Wednesday, February 11, 2009

The Graveyard Book - Neil Gaiman

The Newbery Medal is given out each year to the book that represents the most distinguished contribution to children’s literature. When I was a kid I read many of the books that won the award, but Neil Gaiman’s THE GRAVEYARD BOOK is the first one I’ve read in a long time, maybe several decades. I’d be willing to bet, too, that it’s the only Newbery-winning novel that opens with a cold-blooded killer slaughtering a married couple and their seven-year-old daughter in their beds. The only one who escapes is the youngest child, a toddler who has escaped from his crib and wandered out of the house while the killer was tending to the rest of the family.
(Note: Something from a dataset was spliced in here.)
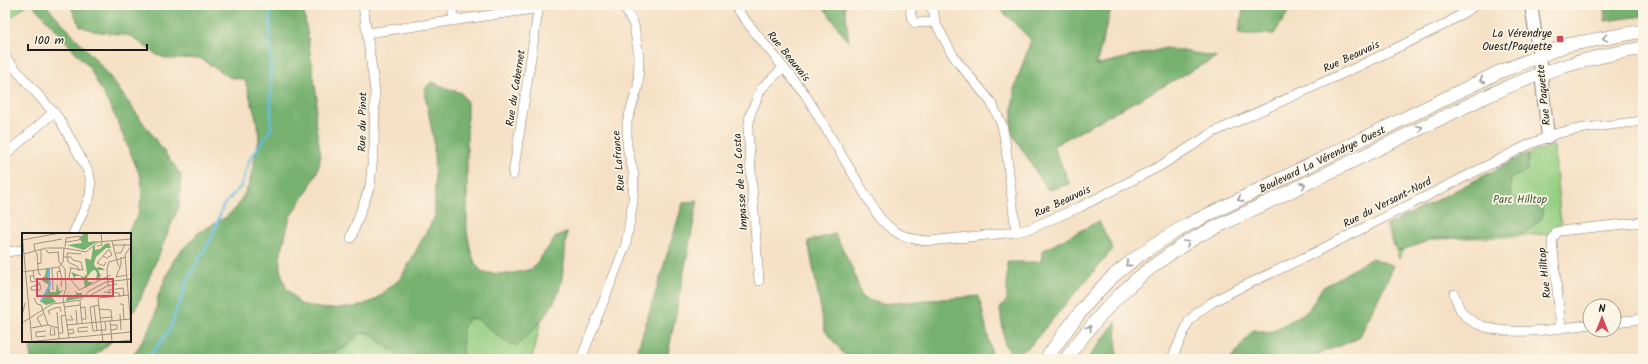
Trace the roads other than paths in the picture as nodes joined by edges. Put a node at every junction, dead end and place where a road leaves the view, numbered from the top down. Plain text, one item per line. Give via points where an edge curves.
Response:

That toddler winds up in a nearby abandoned graveyard, which is populated by the ghosts of several hundred people who are buried there, going all the way back to a Roman who lived in Britain when it was part of the Roman Empire. The ghosts decide to take the child in and raise him, and he’s given the name Nobody Owens, which is soon shortened to Bod. They’re able to care for a live human being because a vampire named Silas also lives in the graveyard and can venture out of it to bring back food, clothing, and whatever else Bod needs. (Gaiman never uses the word “vampire”, but it’s pretty obvious that’s what Silas is.) The rest of the book follows Bod’s life as he grows up in the graveyard, an odd, adventurous existence between the world of the dead and the world of the living. The story is fairly episodic, touching on different years in Bod’s life, but running all the way through it is a sinister undercurrent, because the man who murdered Bod’s family still wants to find him and kill him, too.

Steve Savile, an author friend of mine, recommended this book in an email group we both belong to, and I’m glad he did. Gaiman writes very well and manages to be funny and creepy and dramatic, often at the same time. There are a lot of striking images and well-drawn characters (living and dead) in this novel, and the final third of the book is very suspenseful and really had me turning the pages. As I’ve mentioned before on this blog, Gaiman is one of those authors I’ve meant to read, but just hadn’t gotten around to it. Even though it’s early yet, THE GRAVEYARD BOOK is the best book I’ve read so far this year, and I suspect I’ll be reading something else by Gaiman before too much longer.

1 comment:

Randy Johnson said...

I like Gaiman's books. This is one I haven't read yet. I would recommend American Gods or Neverwhere and I believe you've posted before about the film version of Stardust.